# DATA EXTRACT:
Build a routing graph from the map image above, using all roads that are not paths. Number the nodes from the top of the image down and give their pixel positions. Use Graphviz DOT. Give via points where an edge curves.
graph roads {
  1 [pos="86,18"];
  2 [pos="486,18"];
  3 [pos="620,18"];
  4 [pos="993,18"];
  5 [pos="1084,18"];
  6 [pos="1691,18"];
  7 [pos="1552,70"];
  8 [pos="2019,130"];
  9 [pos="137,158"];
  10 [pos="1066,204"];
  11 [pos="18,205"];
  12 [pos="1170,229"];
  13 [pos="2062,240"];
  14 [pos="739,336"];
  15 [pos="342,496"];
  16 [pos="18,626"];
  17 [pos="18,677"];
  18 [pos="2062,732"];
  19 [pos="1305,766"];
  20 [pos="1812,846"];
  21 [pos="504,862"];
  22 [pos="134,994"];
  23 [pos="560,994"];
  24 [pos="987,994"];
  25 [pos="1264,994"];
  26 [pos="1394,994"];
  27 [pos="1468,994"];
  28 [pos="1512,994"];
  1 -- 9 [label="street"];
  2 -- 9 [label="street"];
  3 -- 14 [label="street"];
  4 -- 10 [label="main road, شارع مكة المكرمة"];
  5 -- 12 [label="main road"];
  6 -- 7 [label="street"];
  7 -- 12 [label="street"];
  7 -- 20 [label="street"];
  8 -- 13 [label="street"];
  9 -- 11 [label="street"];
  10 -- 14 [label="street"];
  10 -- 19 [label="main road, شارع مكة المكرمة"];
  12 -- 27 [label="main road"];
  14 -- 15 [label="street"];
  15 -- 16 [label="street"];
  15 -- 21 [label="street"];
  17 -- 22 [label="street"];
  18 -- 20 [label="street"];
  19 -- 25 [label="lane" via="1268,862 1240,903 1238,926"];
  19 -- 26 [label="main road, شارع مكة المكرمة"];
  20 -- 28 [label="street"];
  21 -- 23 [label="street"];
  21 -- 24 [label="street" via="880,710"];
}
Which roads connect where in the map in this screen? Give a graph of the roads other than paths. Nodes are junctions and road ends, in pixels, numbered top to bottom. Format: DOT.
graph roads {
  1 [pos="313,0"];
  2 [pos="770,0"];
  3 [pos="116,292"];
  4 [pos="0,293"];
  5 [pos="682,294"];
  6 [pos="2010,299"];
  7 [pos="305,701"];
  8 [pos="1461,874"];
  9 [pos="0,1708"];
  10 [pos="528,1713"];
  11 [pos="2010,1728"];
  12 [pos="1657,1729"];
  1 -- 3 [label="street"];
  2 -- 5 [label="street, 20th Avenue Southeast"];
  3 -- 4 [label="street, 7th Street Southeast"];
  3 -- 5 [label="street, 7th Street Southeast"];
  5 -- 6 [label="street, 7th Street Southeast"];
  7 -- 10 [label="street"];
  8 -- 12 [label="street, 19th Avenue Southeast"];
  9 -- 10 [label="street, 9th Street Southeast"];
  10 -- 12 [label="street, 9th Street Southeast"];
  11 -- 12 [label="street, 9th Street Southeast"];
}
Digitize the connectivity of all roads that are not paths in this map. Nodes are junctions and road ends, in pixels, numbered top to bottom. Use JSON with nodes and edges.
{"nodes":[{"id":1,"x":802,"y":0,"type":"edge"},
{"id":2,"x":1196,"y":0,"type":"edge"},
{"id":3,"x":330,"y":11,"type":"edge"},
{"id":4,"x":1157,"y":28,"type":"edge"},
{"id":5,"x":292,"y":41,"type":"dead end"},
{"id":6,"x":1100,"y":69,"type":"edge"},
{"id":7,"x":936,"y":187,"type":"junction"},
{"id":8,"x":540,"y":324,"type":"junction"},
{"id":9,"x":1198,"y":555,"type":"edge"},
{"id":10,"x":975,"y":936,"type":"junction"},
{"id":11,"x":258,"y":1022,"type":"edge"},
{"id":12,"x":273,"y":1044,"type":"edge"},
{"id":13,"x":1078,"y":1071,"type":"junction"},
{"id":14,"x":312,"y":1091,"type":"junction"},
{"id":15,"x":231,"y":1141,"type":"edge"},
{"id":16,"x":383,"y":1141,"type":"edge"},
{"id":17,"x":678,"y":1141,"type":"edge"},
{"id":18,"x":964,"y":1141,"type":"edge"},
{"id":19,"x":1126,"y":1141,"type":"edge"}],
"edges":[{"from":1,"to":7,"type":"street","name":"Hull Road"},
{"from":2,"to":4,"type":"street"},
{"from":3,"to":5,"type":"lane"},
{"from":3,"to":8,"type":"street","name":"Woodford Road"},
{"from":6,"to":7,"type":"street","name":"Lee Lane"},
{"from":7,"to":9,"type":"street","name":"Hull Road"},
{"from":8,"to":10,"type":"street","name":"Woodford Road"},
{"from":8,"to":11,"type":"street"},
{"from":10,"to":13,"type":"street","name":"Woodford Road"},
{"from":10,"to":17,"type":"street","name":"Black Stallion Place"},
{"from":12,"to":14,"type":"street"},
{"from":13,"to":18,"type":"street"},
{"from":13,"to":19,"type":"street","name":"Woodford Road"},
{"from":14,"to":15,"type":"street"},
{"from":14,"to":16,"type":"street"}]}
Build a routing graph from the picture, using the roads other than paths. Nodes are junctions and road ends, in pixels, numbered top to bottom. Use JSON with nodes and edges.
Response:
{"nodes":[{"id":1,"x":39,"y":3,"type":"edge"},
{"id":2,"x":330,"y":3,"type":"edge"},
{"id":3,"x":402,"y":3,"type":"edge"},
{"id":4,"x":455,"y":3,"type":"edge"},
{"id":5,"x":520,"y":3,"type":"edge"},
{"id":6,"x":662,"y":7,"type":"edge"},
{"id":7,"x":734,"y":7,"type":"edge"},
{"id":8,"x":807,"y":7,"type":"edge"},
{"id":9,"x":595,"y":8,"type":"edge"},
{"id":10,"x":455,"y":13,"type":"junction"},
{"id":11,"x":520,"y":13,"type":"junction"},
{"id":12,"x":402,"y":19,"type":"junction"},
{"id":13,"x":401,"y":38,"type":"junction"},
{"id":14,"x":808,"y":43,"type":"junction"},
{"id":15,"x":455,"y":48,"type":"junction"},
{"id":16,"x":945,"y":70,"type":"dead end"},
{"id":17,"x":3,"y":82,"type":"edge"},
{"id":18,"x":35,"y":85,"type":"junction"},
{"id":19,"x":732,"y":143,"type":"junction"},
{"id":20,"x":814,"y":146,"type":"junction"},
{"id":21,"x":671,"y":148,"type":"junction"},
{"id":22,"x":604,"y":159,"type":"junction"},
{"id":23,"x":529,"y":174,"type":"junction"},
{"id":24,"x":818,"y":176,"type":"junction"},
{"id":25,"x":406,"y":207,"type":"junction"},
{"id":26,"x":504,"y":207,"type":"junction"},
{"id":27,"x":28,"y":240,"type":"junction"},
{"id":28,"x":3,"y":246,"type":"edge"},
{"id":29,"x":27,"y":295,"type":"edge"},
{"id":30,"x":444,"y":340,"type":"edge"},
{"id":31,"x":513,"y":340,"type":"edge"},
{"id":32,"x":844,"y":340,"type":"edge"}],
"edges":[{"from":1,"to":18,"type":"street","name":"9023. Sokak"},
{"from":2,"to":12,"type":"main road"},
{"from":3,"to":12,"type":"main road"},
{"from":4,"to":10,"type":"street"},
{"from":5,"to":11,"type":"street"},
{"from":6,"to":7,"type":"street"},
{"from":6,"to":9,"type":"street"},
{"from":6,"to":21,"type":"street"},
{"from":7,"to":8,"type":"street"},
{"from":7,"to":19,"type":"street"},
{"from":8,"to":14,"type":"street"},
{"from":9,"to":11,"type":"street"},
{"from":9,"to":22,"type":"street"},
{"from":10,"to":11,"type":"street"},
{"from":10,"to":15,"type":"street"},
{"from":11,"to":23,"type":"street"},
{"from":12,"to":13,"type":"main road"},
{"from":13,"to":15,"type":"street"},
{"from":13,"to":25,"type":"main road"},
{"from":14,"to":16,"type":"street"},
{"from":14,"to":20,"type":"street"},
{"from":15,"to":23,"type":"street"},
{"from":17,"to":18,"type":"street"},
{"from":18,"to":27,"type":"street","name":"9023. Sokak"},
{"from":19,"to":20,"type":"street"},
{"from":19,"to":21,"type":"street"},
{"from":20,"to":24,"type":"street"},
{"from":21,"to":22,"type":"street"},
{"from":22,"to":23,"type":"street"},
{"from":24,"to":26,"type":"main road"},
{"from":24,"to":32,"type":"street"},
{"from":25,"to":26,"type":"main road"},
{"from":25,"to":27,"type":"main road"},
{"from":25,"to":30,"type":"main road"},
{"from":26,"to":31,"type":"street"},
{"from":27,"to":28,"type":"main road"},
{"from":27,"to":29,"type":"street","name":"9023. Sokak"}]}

# TASK:
Every line of the data above that includes "numbered" should be listed.

# ANSWER TO THE EXERCISE:
Which roads connect where in the map in this screen? Give a graph of the roads other than paths. Nodes are junctions and road ends, in pixels, numbered top to bottom. Format: DOT.
Digitize the connectivity of all roads that are not paths in this map. Nodes are junctions and road ends, in pixels, numbered top to bottom. Use JSON with nodes and edges.
Build a routing graph from the picture, using the roads other than paths. Nodes are junctions and road ends, in pixels, numbered top to bottom. Use JSON with nodes and edges.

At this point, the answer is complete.